The movement of a stage is read and analyzed by means of LabVIEW operating in conjunction with an optical scale. Stage movement-related signals read by the optical scale are processed. With a human-machine interface of LabVIEW, the movement of the stage is depicted by a waveform chart to thereby facilitate the observation of the waveform chart and the understanding of propulsion of the stage by the actuator. A driving signal for driving the 4-9-9-14 piezoelectric actuator is generated by means of LabVIEW operating in conjunction with the NI PCI-6115 DAQ card. With the human-machine interface of LabVIEW, the signal sent is graphically displayed to facilitate the observation of the driving signal sent.
Given a constant driving voltage, the displacement of the stage increases with T on time, and the displacement of the stage decreases with T on time. The aforesaid phenomenon occurs to leftward or rightward movement of the upper stage and forward or backward movement of the lower stage. Given a constant T on time, the displacement of the stage in motion decreases with the driving voltage, and the displacement of the stage in motion increases with the driving voltage. As indicated by the result of the stepping experiment, a stepping distance increases with T on time; however, an analysis of the data gathered by the experiment reveals no linear correlation between the stepping distance and the T on time, and thus our research team attributes the aforesaid result of the stepping experiment to a hysteresis.
As indicated by the result of the stepping experiment, given a constant driving voltage and a constant T on time, the displacement of the stage moving rightward (at 77 kHz) is always larger than the displacement of the stage moving leftward (at 65.9 kHz), and the displacement of the lower stage moving forward is not consistent with the displacement of the lower stage moving backward. An experiment result relationship table verifies that, given the same driving signal but different propulsion directions, the 4-9-9-14 piezoelectric actuator is not consistent in its performance in the propulsion of the stage.
As indicated by the result of the stepping experiment, the driving voltage is corrected such that the actuator is consistent in its leftward propulsion and rightward propulsion and performs consistently whether applied to the upper stage or the lower stage. Although correcting the driving voltage enhances the consistency of the actuator in its leftward propulsion and rightward propulsion, the driving voltage is corrected so as to increase the potential difference and thereby increase oscillation energy of the actuator. If the driving voltage applied to the 4-9-9-14 piezoelectric actuator is too high, the energy thus supplied will be excessive (with the driving voltage exceeding 40 Vp-p) to thereby bring about a cracking-like phenomenon. If the driving voltage is adjusted and increased continuously, the actuator will be likely to get damaged and unusable.

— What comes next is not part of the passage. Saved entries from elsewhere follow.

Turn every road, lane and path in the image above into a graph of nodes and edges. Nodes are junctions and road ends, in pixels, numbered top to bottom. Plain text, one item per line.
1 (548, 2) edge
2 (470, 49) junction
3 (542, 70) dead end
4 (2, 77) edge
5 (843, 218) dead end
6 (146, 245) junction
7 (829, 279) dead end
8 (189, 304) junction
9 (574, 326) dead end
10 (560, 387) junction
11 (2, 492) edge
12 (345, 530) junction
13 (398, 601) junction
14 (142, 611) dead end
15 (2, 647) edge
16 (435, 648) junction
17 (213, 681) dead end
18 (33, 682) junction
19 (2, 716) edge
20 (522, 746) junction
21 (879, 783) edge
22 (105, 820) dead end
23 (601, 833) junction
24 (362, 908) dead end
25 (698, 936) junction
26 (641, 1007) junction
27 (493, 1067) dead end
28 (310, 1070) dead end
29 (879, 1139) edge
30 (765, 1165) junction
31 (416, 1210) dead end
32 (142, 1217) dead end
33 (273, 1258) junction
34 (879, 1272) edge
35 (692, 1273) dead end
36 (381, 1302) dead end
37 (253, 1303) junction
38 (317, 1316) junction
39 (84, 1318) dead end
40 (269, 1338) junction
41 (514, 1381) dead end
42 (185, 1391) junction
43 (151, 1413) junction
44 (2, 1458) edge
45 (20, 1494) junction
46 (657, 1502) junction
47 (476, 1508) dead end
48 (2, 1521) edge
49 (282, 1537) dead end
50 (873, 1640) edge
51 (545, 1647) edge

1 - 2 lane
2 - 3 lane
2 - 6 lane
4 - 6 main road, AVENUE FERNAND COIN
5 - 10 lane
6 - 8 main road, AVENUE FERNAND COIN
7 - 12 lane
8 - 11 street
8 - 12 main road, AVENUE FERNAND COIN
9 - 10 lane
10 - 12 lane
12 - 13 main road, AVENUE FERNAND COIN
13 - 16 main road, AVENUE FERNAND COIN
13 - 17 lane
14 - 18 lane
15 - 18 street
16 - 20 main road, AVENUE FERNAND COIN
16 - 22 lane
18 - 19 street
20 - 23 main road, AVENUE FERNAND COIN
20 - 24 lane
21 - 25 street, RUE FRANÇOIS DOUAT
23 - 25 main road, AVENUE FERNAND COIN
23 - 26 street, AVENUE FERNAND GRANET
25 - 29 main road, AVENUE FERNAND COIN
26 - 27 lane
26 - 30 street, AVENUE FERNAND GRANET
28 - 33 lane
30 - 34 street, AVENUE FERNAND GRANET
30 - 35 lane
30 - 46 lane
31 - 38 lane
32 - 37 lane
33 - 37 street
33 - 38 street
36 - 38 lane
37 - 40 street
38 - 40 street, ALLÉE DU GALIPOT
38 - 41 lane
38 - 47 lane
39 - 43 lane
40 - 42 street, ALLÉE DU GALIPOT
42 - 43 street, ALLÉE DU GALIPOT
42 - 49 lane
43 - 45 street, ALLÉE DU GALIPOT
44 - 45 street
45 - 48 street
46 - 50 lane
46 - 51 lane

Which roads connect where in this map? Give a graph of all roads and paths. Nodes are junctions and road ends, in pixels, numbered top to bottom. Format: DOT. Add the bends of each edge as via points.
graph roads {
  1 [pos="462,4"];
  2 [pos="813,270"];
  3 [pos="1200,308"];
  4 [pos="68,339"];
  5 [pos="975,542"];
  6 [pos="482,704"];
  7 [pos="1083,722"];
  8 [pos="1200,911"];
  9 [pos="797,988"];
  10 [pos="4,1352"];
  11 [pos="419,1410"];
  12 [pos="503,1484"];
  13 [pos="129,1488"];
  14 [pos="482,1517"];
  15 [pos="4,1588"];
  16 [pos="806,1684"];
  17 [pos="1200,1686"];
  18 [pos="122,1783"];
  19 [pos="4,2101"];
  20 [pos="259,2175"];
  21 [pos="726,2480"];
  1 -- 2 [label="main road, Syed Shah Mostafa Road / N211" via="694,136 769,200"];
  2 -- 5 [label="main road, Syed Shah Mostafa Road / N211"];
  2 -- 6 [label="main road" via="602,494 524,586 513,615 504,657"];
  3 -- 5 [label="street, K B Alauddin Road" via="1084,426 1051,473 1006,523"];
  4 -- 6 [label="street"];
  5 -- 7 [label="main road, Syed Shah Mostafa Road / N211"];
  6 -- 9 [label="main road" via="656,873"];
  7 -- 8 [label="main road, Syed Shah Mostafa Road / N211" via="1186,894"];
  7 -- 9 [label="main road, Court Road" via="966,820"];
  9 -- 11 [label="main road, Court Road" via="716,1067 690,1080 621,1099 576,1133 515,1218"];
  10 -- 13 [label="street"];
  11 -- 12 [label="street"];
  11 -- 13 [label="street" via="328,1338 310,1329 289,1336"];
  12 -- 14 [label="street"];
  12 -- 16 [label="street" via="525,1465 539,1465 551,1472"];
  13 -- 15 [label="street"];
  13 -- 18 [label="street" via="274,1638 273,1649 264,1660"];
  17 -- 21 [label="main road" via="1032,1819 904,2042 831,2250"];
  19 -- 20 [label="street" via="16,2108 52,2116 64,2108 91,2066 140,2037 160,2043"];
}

During the experiment, given a T on time longer than 10 ms, the actuator is likely to accumulate excessive energy per unit area, and thus the actuator drives the stage excessively, thereby causing the stage to slide to the detriment of the subsequent positioning and controlling of the stage and thus the result of the experiment.
Conflict of Interests
The author declares that there is no conflict of interests regarding the publication of this paper.